Ryszard Stawicki – lekarz medycyny z zakresu ortopedii i chirurgii urazowej w specjalistycznym szpitalu Medicus Bonus w Środzie Wielkopolskiej, prywatnie miłośnik tenisa.
– Po raz pierwszy za rakietę chwyciłem w wieku 7 lat za namową Henryka Golimowskiego, legendy polskiego tenisa. Trenowałem w klubie AZS Poznań. Na chwilę porzuciłem tenis na rzecz koszykówki, by w latach studenckich do niego powrócić – wspomina Ryszard Stawicki. Z sentymentem wraca do czasów dzieciństwa, kiedy udało się zagrać z Wojciechem Fibakiem oraz Jerzym Janowiczem juniorem. Jak z uśmiechem podkreśla, z tym ostatnim ma dodatni bilans setów 2:0. Po studiach zaczęły się międzynarodowe wyjazdy na Mistrzostwa Świata Lekarzy. Regularnie przywozi z nich medale. W Bańskiej Bystrzycy na Słowacji zdobył komplet: złoto w mikście, srebro w deblu oraz brąz w singlu.
– Nie wyobrażam sobie życia bez sportu. Jako lekarz namawiam swoich pacjentów do jego uprawiania i zdrowego trybu życia, ma to zbawienny wpływ na naszą psychikę. Po ciężkiej umysłowej pracy, wychodzimy na kort i zapominamy choć na chwilę o codziennych obowiązkach. Z doświadczenia wiem, że tenis znajduje odzwierciedlenie w codziennym życiu, wpływa na podejmowane decyzje i ich szybkość, na odporność psychiczną. Pomaga też w rozwiązywaniu problemów czy kontroluje emocję – podkreśla 10-krotny mistrz Polski lekarzy.
Doktor Stawicki zwraca także uwagę na fakt, że w sporcie zdarzają się kontuzje, które w dużej mierze można jednak ograniczyć. Jak zaznacza częstymi przyczynami urazów jest brak rozgrzewki lub dlatego, że jest nieodpowiednia. Warto poświęcić czas na nią zarówno przed, jak i po meczu. Brak rozgrzewki może spowodować naderwania mięśni, mogą pojawić się przewlekłe bóle. Należy także pamiętać o tym ile mamy lat. Często zawodnicy zapominają o swoim wieku, narzucają sobie za dużą liczbę spotkań i organizm nie wytrzymuje.

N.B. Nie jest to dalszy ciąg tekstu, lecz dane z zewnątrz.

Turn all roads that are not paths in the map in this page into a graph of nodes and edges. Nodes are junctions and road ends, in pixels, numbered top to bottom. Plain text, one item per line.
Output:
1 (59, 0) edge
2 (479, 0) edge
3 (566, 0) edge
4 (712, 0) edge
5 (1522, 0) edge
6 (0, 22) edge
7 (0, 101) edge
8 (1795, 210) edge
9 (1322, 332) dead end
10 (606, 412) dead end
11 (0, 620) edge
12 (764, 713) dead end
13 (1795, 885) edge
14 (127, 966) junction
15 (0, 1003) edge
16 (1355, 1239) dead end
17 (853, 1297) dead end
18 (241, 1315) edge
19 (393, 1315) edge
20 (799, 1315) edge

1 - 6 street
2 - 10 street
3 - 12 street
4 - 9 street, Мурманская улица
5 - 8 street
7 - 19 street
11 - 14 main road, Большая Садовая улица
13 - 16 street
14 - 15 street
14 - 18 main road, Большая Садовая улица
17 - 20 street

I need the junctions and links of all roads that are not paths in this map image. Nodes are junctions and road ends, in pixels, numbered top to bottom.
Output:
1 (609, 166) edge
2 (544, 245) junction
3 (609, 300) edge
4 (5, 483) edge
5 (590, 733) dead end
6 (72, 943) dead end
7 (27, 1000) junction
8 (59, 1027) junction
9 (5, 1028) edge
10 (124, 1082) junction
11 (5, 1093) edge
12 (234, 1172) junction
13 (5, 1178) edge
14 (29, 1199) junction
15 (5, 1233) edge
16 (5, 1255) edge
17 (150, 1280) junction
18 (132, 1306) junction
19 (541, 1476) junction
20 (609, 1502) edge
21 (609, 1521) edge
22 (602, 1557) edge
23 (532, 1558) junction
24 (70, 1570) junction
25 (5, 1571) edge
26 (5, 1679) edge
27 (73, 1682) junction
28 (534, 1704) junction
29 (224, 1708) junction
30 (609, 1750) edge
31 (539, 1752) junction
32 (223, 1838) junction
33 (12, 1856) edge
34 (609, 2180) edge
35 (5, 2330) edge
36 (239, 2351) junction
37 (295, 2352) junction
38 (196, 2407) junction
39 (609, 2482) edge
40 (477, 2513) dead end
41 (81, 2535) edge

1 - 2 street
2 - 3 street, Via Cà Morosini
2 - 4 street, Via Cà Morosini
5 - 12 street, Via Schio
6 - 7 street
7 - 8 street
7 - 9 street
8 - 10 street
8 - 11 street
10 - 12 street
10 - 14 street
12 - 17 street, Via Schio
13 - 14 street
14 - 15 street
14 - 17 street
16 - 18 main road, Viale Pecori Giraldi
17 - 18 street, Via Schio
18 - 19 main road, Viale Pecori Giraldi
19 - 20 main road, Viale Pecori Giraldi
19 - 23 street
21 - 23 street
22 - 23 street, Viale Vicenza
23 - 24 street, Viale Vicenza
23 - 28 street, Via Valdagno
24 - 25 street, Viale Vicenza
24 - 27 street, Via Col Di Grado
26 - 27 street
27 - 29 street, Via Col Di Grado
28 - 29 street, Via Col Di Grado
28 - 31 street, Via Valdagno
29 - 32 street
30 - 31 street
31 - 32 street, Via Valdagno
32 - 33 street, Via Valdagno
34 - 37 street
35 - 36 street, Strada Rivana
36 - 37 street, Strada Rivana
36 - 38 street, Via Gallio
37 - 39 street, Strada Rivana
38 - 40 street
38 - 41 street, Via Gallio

– Gdy już jednak przytrafi się nam kontuzja to nie spieszmy się z powrotem na kort. Potrzebna jest cierpliwość. Idźmy do lekarza i fizjoterapeuty, który da nam wskazówki co do ćwiczeń i rehabilitacji – podkreśla Ryszard Stawicki i dodaje, że wpływ na nasze zdrowie ma też nawierzchnia na korcie. Najgorszy dla naszych stawów jest tzw. hard, gdyż wiąże się z niestabilnością i większym obciążeniem stawów, a najlepsza nawierzchnia to ziemna oraz dywanowa.
– Nie możemy się również ograniczać tylko do uprawiania jednej dyscypliny sportu, trzeba pobudzić pracę innych mięśni. Dobrym rozwiązaniem jest siłownia, regularne rozciąganie czy pilates – mówi doktor Stawicki. Pomimo dużej ilości pracy pan Ryszard na bieżąco śledzi rozgrywki tenisowe oraz podróżuje po wielu turniejach. Najbardziej przypadła mu do gustu atmosfera panująca podczas Australian Open.